(Saved entries)
=======

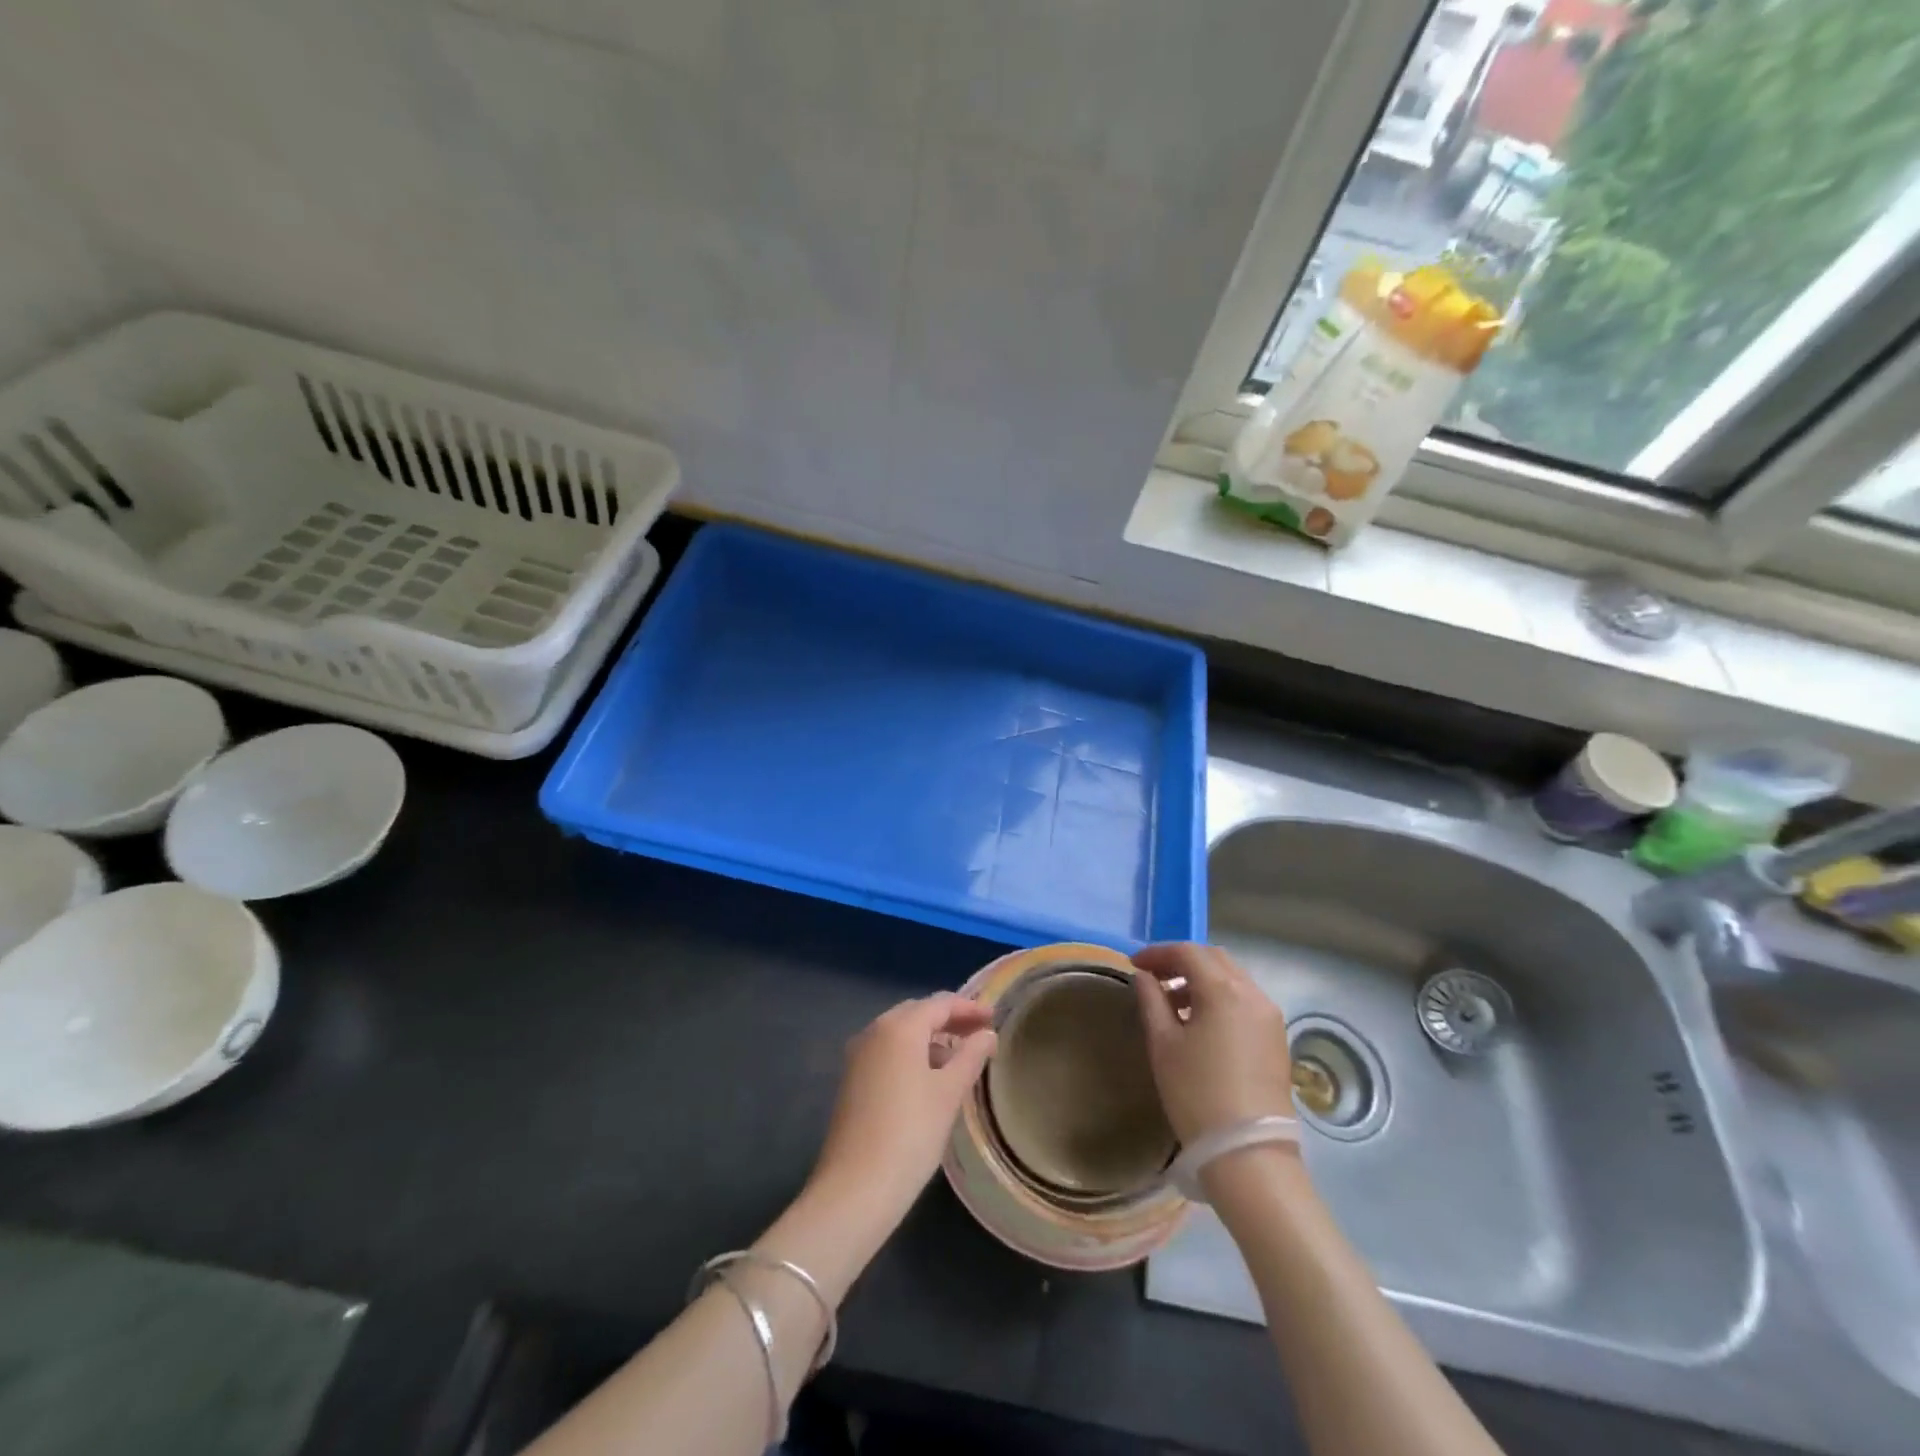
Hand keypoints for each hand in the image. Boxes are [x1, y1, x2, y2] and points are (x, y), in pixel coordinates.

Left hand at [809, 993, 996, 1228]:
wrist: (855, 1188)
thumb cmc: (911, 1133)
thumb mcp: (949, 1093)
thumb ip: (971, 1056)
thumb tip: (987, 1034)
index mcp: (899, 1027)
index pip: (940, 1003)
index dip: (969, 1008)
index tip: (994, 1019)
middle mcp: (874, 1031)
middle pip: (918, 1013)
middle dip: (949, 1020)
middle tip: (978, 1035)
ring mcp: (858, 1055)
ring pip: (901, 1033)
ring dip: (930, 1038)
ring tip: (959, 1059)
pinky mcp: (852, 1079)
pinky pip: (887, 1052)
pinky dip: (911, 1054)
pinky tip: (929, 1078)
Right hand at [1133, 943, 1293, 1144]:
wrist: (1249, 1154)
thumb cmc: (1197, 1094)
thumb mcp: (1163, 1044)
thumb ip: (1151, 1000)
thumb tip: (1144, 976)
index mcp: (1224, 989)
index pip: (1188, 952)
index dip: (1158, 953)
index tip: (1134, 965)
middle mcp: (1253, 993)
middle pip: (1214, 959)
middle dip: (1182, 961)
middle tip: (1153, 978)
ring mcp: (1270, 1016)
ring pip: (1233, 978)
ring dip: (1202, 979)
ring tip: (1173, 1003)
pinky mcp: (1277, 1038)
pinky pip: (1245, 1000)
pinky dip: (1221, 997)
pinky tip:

=======

▸ WHAT TO WORK ON:
Could you repeat, exactly and with nothing else, the lines from the first line of the records through the line containing "middle dip: (949, 1020)"? Leave out the pictures.

▸ REPLY:
Hand keypoints for each hand in the image. Boxes are [x1, y1, x2, y2] and points are (x, y), in pixel coordinates.

Left hand at [809, 993, 996, 1228]:
wrist: (855, 1188)
thumb cmc: (911, 1133)
thumb mcp: (949, 1093)
thumb ip: (971, 1056)
thumb tip: (987, 1034)
index mcp: (899, 1027)
index pip: (940, 1003)
index dip: (969, 1008)
index tip: (994, 1019)
middle mcp: (874, 1031)
middle pip: (918, 1013)
middle dip: (949, 1020)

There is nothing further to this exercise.